Defining the large planes keeps order while observing warm light, cool shadows, and warm reflected light. This builds a convincing sense of perspective and atmosphere. If color temperatures do not rigorously follow the laws of light, a painting will almost certainly fail. Observing and understanding the effects of a given light source is an ongoing test of the artist’s abilities. The best example in recent memory is when I visited the Getty Center. Vermeer’s Woman in Blue Reading a Letter was on display. I looked at it for at least 20 minutes, overwhelmed by the intricate and subtle color/value transitions in this small work. He spoke volumes about the soft, cool light coming in the window, bathing everything it touched in perfect harmony. I mentioned earlier about the underpainting showing through a milky glaze of overpainting. This can especially be seen in the ceiling in the upper left corner and in the center moulding. The close value warm/cool relation vibrates the eye, creating more visual interest than a simple flat tone.
Here is a detailed progression of the focal point. The soldiers’ uniforms, shields, and other clothing follow the color schemes of Roman apparel. Cloth was bright (and often gaudy), so I was careful to show that contrast. A purple hue, representing royalty, is added to the cape over the bust of Augustus.
Flesh tones soften the palette. Added facial details heighten the sense of drama. There is a richness emerging as thin glazes are added to the darks. Livia’s cool crimson and viridian garments will contrast the warmer reds and ochres found in the guards’ uniforms. Visiting the Getty Villa was a tremendous help. Since it is a 1st century AD replica of a Roman villa, several wall decorations were borrowed and utilized in the painting.
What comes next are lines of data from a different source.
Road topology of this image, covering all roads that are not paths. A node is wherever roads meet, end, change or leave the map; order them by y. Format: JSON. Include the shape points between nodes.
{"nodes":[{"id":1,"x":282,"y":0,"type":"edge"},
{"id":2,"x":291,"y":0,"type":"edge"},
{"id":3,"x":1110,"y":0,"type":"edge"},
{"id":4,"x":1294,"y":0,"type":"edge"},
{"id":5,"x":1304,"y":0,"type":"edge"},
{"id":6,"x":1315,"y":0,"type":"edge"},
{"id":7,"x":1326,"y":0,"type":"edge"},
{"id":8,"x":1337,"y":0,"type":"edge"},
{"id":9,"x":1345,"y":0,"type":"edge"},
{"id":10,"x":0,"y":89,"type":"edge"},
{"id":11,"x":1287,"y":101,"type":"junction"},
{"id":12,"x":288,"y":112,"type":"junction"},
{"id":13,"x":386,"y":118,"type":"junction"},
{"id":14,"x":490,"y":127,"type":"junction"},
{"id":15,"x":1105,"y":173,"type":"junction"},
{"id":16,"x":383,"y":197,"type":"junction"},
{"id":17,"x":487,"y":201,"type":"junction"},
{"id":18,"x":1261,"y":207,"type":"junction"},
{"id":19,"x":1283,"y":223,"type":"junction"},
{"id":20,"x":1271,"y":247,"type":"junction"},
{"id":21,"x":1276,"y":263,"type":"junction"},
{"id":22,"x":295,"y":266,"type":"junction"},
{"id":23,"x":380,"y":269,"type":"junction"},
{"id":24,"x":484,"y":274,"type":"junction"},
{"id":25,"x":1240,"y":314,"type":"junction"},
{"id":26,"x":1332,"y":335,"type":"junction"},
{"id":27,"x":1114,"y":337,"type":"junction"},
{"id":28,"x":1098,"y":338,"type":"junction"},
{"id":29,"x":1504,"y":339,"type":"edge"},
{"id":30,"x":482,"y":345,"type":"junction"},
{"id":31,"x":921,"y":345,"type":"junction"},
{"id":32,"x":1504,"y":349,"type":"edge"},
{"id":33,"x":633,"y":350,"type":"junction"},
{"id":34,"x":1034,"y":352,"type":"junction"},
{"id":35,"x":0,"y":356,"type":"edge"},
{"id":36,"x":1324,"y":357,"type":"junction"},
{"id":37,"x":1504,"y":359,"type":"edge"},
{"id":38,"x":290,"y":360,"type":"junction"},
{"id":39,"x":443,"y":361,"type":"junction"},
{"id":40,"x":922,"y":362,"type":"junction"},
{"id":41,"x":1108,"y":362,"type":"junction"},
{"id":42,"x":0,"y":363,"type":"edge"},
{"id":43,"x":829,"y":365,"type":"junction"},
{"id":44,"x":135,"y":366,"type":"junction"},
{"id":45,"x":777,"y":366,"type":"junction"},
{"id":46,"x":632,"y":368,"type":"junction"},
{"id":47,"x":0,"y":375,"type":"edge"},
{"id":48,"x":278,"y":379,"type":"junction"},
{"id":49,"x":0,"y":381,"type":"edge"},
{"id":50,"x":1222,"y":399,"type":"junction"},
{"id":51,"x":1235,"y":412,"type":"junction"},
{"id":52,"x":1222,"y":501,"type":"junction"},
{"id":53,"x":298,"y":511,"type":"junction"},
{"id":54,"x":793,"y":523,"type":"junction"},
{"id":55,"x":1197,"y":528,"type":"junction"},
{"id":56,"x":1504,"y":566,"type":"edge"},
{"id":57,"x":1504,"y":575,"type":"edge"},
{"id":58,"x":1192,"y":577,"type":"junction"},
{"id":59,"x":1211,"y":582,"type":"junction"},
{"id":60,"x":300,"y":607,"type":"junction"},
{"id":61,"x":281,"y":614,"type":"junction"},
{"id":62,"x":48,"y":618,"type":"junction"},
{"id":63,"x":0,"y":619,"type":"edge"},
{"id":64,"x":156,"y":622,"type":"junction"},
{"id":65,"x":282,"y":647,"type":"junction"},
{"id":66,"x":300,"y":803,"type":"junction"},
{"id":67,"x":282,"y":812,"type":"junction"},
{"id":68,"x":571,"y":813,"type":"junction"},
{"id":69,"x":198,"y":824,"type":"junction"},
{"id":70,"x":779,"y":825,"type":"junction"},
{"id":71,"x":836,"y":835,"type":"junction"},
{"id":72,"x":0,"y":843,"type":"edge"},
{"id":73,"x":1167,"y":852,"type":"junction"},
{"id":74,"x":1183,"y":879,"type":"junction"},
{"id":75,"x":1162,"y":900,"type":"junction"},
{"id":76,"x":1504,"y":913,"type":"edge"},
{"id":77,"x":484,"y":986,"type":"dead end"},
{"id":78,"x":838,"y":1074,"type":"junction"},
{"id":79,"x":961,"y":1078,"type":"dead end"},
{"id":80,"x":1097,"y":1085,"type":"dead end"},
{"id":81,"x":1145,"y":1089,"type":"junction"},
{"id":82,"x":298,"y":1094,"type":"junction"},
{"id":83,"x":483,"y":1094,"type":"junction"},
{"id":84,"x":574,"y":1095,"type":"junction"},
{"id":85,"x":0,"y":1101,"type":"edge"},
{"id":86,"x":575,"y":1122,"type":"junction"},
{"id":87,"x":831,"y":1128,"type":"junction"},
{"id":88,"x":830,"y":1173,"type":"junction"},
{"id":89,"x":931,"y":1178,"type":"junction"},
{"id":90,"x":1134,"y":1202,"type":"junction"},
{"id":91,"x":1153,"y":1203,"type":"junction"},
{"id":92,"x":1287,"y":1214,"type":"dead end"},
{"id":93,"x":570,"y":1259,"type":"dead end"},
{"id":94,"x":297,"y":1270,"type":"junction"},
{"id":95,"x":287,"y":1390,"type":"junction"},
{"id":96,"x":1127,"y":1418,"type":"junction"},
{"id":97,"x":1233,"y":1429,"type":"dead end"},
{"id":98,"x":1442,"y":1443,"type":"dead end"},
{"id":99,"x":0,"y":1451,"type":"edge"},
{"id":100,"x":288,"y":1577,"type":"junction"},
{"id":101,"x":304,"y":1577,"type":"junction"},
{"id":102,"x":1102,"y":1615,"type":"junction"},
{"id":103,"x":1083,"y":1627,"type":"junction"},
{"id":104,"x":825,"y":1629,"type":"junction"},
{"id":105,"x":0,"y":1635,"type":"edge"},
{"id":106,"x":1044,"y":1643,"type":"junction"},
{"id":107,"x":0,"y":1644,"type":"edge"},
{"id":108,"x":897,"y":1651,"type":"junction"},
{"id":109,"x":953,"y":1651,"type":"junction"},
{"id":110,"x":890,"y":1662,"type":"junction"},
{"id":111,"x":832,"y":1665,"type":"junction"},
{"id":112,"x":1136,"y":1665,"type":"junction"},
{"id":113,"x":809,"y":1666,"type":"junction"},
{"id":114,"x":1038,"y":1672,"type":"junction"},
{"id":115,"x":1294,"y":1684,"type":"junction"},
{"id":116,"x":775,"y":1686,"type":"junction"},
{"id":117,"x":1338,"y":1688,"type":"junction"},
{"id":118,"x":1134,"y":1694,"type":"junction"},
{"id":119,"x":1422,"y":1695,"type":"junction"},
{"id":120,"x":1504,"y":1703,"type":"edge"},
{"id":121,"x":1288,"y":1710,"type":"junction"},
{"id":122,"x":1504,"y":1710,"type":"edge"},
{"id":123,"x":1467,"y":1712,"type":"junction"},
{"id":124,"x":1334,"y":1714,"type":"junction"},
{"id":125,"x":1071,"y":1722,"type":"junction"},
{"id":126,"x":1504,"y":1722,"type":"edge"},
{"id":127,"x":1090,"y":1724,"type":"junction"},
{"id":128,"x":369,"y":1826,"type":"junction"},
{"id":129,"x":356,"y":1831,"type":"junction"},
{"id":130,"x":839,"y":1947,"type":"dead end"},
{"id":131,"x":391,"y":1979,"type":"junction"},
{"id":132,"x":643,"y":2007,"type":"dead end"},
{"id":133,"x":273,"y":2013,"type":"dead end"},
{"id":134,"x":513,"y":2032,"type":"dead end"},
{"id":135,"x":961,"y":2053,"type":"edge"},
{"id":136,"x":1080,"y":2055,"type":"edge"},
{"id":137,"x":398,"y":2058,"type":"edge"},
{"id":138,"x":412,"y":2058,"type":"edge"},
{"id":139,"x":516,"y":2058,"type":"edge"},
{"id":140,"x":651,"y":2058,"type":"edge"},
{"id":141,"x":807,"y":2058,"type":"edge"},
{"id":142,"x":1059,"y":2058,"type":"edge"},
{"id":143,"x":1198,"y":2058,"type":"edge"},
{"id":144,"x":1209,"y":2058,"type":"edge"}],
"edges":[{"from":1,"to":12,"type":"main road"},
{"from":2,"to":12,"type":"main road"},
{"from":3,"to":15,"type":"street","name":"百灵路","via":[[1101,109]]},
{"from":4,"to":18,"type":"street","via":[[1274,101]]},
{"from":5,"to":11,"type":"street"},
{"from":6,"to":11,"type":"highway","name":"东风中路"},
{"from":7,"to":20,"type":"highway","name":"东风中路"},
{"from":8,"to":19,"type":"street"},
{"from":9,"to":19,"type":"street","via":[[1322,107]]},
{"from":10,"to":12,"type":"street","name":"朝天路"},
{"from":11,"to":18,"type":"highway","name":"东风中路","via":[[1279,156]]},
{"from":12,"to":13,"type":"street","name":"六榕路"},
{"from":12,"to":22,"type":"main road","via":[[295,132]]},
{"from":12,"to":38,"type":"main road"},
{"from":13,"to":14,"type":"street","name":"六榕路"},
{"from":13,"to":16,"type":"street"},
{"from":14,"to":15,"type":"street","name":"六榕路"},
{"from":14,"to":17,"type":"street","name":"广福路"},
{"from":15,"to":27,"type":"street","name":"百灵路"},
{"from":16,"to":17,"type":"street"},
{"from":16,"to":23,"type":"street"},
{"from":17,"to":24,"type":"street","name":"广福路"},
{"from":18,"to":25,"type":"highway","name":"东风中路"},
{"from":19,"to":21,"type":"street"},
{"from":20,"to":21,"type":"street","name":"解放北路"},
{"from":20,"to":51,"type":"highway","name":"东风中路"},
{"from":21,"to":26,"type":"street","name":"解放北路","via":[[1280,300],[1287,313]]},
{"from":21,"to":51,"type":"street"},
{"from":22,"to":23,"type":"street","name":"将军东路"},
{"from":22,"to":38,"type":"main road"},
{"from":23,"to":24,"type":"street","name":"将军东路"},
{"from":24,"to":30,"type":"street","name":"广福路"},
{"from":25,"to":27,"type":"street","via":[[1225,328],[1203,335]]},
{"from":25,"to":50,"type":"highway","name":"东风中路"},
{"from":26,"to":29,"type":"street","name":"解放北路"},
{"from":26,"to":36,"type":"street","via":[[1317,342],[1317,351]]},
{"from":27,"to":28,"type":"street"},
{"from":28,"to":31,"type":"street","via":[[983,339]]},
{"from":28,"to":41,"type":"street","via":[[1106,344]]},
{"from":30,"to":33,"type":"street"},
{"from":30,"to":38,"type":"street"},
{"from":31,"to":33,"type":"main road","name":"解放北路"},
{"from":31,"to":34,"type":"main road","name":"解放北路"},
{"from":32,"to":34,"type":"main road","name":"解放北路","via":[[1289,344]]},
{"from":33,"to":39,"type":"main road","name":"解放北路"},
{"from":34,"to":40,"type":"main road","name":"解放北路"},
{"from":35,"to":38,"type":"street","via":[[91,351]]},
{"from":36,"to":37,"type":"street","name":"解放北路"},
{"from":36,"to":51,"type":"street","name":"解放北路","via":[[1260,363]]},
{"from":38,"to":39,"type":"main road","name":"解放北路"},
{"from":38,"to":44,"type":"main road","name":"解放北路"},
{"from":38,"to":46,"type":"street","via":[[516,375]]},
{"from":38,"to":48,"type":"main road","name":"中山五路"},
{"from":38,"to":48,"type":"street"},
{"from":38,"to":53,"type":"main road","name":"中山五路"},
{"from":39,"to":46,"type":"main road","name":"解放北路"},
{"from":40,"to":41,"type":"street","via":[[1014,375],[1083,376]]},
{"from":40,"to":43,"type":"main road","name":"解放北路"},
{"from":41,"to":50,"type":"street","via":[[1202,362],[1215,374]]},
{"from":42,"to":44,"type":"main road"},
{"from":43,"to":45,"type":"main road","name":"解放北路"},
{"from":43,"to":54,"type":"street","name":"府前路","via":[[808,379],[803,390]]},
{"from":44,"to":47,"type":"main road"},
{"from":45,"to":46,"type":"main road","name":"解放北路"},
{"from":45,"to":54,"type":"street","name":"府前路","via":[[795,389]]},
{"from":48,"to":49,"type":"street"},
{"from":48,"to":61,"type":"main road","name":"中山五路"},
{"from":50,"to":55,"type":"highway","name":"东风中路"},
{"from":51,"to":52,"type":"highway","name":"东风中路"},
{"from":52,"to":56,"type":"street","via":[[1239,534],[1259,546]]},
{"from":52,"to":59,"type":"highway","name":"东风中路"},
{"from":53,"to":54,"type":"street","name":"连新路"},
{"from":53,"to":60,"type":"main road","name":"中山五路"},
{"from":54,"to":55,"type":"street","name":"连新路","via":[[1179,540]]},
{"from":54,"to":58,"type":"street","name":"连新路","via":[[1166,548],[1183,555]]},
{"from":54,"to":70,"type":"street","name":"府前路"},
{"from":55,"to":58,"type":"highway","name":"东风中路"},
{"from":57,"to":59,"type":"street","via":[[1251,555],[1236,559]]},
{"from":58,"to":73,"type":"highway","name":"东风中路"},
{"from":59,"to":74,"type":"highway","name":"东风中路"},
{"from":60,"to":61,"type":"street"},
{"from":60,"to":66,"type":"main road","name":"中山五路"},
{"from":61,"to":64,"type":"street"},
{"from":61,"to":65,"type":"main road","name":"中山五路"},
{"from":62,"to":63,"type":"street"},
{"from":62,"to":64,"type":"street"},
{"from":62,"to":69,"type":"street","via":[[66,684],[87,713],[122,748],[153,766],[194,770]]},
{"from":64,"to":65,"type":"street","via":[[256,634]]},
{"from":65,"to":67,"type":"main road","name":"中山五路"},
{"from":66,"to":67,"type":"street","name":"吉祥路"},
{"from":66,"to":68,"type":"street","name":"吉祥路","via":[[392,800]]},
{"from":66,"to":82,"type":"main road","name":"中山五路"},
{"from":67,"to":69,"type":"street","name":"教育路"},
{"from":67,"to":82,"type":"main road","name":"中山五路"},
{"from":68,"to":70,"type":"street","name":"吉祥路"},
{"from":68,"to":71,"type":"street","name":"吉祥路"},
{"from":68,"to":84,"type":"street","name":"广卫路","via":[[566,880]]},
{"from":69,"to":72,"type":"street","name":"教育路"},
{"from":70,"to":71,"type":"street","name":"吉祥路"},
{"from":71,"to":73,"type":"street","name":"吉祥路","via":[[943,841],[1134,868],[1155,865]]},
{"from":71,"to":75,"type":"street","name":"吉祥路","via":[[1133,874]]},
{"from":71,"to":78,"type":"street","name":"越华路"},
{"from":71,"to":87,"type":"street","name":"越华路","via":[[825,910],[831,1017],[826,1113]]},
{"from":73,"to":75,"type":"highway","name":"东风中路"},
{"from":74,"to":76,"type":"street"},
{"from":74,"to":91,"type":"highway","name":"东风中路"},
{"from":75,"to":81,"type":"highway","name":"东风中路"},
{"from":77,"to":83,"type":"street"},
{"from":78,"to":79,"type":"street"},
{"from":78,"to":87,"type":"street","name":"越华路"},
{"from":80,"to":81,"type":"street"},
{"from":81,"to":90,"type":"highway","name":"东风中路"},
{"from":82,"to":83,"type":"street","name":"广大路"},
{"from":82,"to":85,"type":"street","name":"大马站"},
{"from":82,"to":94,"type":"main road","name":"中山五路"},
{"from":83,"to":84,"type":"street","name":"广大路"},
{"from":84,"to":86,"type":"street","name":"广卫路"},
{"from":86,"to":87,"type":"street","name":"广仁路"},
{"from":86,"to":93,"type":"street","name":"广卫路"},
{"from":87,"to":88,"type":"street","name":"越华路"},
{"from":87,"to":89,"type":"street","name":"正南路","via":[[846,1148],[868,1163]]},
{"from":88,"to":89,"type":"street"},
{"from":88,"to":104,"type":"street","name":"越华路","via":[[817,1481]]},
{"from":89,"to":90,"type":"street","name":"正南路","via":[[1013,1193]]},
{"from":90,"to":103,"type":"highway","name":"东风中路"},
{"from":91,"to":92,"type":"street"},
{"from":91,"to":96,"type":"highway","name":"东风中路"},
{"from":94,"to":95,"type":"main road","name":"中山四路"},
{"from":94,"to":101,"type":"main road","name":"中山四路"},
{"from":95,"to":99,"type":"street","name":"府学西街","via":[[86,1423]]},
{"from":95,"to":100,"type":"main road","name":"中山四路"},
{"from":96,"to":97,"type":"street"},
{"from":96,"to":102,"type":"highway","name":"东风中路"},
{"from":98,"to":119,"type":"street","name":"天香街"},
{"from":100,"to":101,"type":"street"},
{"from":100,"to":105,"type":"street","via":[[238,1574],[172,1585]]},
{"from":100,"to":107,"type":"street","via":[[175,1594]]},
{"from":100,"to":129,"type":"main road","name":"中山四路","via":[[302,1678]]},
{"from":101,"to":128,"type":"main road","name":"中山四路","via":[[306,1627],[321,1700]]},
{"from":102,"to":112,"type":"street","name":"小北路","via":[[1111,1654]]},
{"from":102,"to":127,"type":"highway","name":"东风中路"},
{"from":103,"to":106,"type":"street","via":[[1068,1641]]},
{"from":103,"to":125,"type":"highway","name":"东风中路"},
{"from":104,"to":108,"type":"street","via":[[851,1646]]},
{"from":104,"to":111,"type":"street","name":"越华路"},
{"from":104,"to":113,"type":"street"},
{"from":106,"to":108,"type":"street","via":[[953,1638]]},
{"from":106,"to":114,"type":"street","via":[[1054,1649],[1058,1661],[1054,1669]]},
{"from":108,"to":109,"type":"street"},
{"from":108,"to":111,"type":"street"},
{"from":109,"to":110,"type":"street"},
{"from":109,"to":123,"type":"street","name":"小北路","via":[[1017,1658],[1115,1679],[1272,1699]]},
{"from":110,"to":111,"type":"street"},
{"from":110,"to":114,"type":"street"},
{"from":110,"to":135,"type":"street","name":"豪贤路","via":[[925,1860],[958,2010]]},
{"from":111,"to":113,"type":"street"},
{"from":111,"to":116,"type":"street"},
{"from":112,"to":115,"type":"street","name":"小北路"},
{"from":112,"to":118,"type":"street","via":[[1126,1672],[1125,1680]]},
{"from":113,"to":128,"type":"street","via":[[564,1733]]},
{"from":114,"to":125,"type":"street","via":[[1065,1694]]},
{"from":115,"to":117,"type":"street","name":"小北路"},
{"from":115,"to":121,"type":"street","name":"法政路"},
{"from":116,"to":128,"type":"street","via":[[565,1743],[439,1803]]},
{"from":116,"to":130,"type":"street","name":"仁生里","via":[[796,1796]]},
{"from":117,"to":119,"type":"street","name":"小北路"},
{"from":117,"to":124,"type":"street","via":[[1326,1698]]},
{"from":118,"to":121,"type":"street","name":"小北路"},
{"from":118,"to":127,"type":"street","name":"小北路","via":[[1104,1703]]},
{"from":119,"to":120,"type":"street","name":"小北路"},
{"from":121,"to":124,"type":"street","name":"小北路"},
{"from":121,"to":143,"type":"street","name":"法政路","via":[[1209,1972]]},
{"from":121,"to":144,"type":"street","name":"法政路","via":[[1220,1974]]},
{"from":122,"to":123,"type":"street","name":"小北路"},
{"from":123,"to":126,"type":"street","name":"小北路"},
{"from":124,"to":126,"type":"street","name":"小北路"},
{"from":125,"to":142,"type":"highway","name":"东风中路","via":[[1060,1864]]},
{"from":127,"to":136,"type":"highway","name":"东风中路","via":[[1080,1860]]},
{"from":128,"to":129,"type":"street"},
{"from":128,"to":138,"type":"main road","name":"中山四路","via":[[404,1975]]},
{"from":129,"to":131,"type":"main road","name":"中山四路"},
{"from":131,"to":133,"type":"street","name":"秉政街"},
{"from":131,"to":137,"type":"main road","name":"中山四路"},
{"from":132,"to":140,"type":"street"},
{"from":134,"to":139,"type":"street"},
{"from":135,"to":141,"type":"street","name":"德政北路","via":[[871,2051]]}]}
The central mosaic, an Augustan era work is an allegory of the fleeting nature of earthly pleasures and of the leveling power of death. Below the skull, a butterfly and a wheel evoke the soul and its fate, while on the right and left, in a perfectly mirrored balance assured by the scale held up by the skull, are the figurative symbols of wealth (the sceptre and purple toga) and poverty (the beggar’s crook and knapsack).